Directions
The records below need to be set down again exactly; their images stay out.

Material for the task
=== Section Start ===
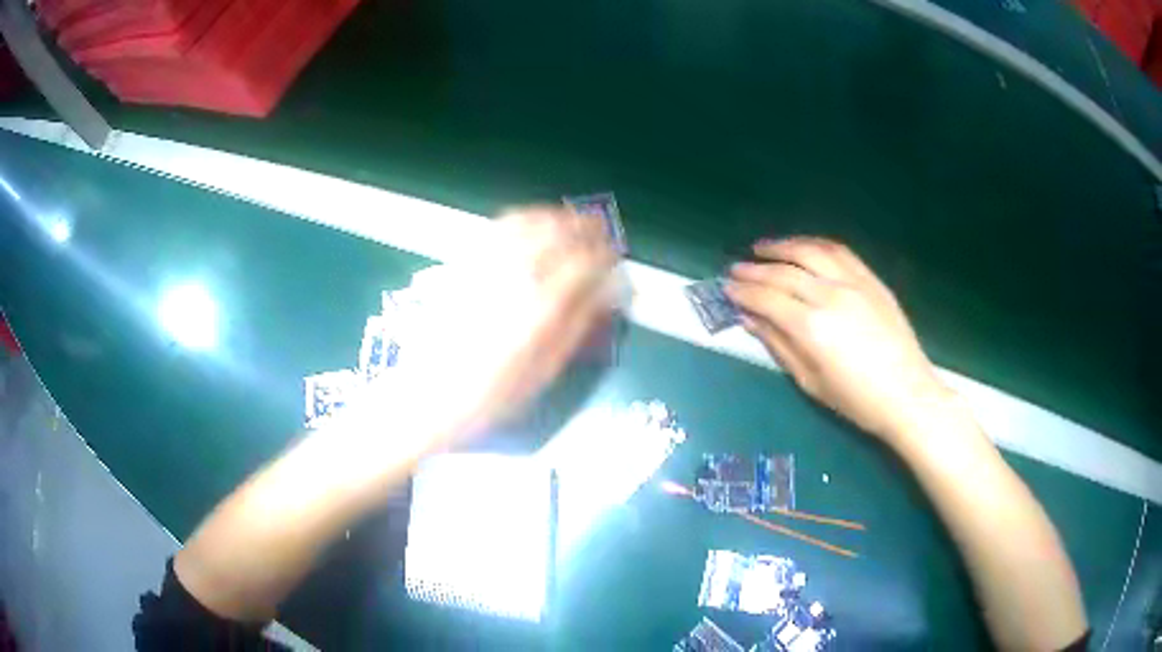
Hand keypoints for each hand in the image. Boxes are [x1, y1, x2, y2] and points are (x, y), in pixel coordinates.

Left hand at [363, 205, 616, 452]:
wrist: (426, 398)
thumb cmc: (491, 397)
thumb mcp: (544, 372)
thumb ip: (579, 326)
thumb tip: (607, 291)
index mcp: (539, 309)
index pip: (584, 263)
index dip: (605, 254)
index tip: (617, 255)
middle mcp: (513, 278)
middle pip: (558, 233)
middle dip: (586, 226)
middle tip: (602, 230)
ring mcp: (484, 267)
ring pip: (528, 223)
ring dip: (556, 217)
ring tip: (572, 220)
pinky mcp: (462, 265)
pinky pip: (497, 227)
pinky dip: (522, 217)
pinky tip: (532, 221)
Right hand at [726, 237, 951, 443]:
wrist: (907, 394)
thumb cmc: (856, 400)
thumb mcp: (810, 382)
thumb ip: (779, 345)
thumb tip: (750, 319)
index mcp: (812, 327)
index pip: (767, 298)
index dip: (743, 291)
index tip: (726, 287)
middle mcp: (830, 296)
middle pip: (784, 272)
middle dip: (755, 268)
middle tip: (736, 268)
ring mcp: (854, 283)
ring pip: (811, 251)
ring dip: (783, 246)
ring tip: (763, 247)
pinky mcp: (871, 280)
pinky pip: (840, 252)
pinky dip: (816, 244)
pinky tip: (803, 246)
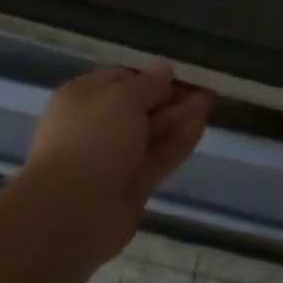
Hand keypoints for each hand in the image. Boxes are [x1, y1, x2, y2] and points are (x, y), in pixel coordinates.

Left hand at [19, 63, 213, 267]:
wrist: (72, 213)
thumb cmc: (92, 138)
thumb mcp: (123, 97)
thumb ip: (149, 83)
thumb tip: (163, 69)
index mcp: (83, 98)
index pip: (122, 78)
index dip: (153, 75)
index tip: (183, 73)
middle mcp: (96, 126)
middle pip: (140, 106)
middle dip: (172, 97)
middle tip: (205, 88)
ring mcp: (114, 159)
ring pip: (152, 132)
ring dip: (180, 117)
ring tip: (210, 102)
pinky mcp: (131, 187)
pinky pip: (158, 158)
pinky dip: (178, 143)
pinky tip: (201, 127)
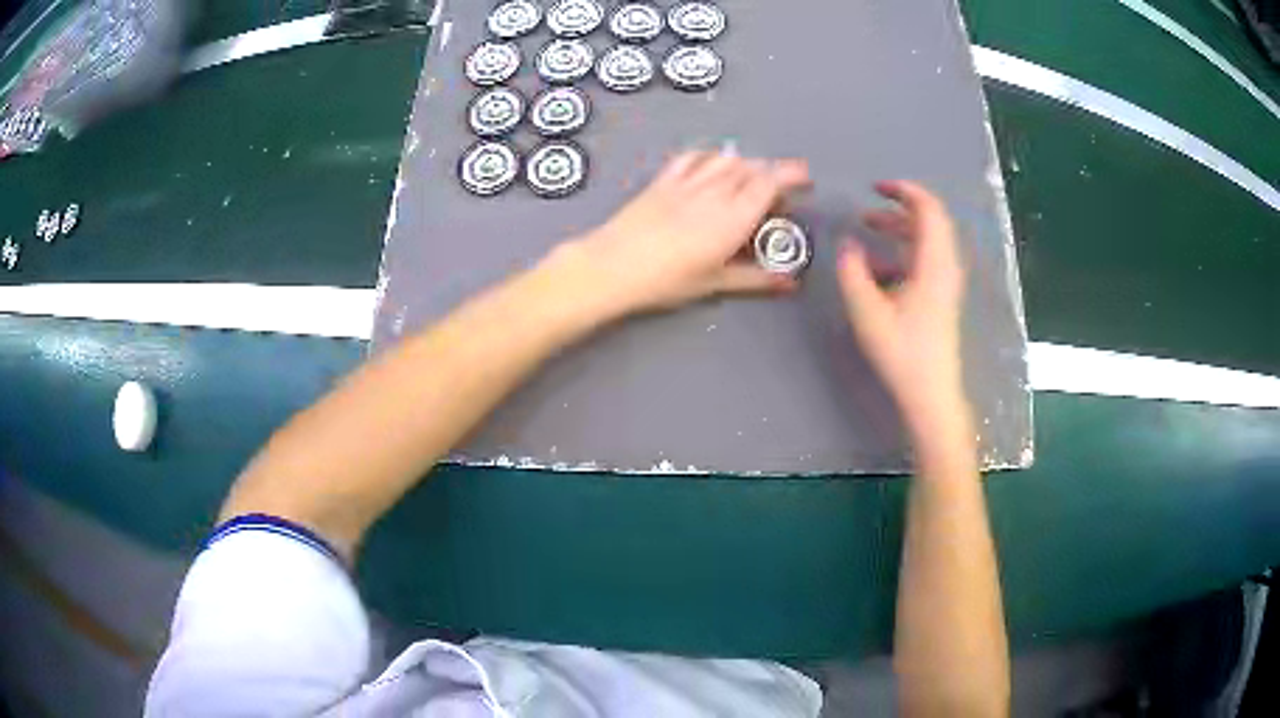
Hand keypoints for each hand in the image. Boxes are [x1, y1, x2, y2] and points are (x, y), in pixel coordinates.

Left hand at [569, 151, 810, 314]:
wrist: (612, 265)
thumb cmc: (667, 280)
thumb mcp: (715, 282)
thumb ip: (756, 278)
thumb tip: (791, 282)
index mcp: (733, 216)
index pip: (769, 182)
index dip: (791, 175)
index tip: (806, 177)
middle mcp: (714, 191)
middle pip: (751, 168)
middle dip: (773, 171)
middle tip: (781, 189)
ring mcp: (687, 181)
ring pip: (725, 159)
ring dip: (746, 163)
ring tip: (752, 178)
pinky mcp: (664, 180)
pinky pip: (693, 157)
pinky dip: (711, 156)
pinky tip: (714, 163)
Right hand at [836, 181, 966, 430]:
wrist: (931, 394)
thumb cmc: (903, 352)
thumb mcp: (869, 311)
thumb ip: (853, 271)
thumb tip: (848, 244)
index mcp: (934, 263)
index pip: (928, 209)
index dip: (904, 190)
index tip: (875, 187)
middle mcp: (946, 266)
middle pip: (929, 222)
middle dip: (897, 209)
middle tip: (867, 210)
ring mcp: (945, 283)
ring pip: (926, 241)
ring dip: (898, 230)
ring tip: (867, 231)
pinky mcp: (940, 298)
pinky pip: (924, 260)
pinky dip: (902, 252)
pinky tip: (877, 268)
=== Section End ===
Solution
Hand keypoints for each hand in the image. Boxes are [x1, y1, x2, y2] and points are (x, y), in pixel coordinates.

Left hand at [363, 205, 616, 452]:
wrist: (426, 398)
thumb cmc: (491, 397)
thumb mcp: (544, 372)
thumb ip: (579, 326)
thumb tip: (607, 291)
index mcp: (539, 309)
index pip: (584, 263)
index dip: (605, 254)
index tip: (617, 255)
middle mcp: (513, 278)
middle pip: (558, 233)
middle dip: (586, 226)
middle tip: (602, 230)
ring mcp: (484, 267)
ring pip: (528, 223)
ring dip: (556, 217)
ring tip: (572, 220)
pinky mcp: (462, 265)
pinky pip: (497, 227)
pinky dip: (522, 217)
pinky tip: (532, 221)
Right hand at [726, 237, 951, 443]:
wrist: (907, 394)
thumb cmc: (856, 400)
thumb mcp: (810, 382)
thumb ip: (779, 345)
thumb tip: (750, 319)
index mcp: (812, 327)
index pip: (767, 298)
index dip: (743, 291)
index tip: (726, 287)
middle mcp: (830, 296)
middle pip: (784, 272)
middle dip: (755, 268)
middle tip: (736, 268)
ring mcp: (854, 283)
ring pip: (811, 251)
ring dip: (783, 246)
ring tip: (763, 247)
pinky mcp: (871, 280)
pinky pip: (840, 252)
pinky dip: (816, 244)
pinky tip: (803, 246)
Hand keypoints for each hand in the image. Boxes are [x1, y1, x2, y2] and points are (x, y), in pixel coordinates.

Left hand at [19, 63, 213, 267]:
wrist: (72, 213)
thumb cmc: (92, 138)
thumb mcp: (123, 97)
thumb ip: (149, 83)
thumb tip: (163, 69)
index mcp: (83, 98)
index pip: (122, 78)
index dip: (153, 75)
index tip: (183, 73)
middle mcp: (96, 126)
middle pip: (140, 106)
middle dip: (172, 97)
middle tip: (205, 88)
ring mcp: (114, 159)
ring pip: (152, 132)
ring dip: (180, 117)
ring tip: (210, 102)
pinky mcp: (131, 187)
pinky pip: (158, 158)
pinky dip: (178, 143)
pinky tip: (201, 127)
Hand keypoints for each hand in the image. Boxes are [x1, y1, x2, y2] and points are (x, y), in pixel coordinates.

Left hand at [569, 151, 810, 314]:
wrist: (612, 265)
thumb cmc: (667, 280)
thumb mcp: (715, 282)
thumb ip: (756, 278)
thumb tip: (791, 282)
index mcp: (733, 216)
index pip: (769, 182)
index dip: (791, 175)
index tip: (806, 177)
middle mcp: (714, 191)
middle pip: (751, 168)
middle dip: (773, 171)
middle tip: (781, 189)
ring mcp: (687, 181)
ring pip: (725, 159)
ring dip: (746, 163)
ring tip: (752, 178)
pinky mcp: (664, 180)
pinky pip: (693, 157)
pinky dip: (711, 156)
pinky tip: (714, 163)
Right hand at [836, 181, 966, 430]:
wrist: (931, 394)
thumb cmc: (903, 352)
thumb mcp: (869, 311)
thumb ip: (853, 271)
thumb tip: (848, 244)
index mcp: (934, 263)
index pip: (928, 209)
index dip: (904, 190)
index tip: (875, 187)
middle mcp: (946, 266)
middle pip: (929, 222)
middle dip: (897, 209)
middle tip: (867, 210)
ring mcp: (945, 283)
ring pip: (926, 241)
ring dip: (898, 230)
ring tip: (867, 231)
pinky mcp: (940, 298)
pinky pip: (924, 260)
pinky dip: (902, 252)
pinky tip: (877, 268)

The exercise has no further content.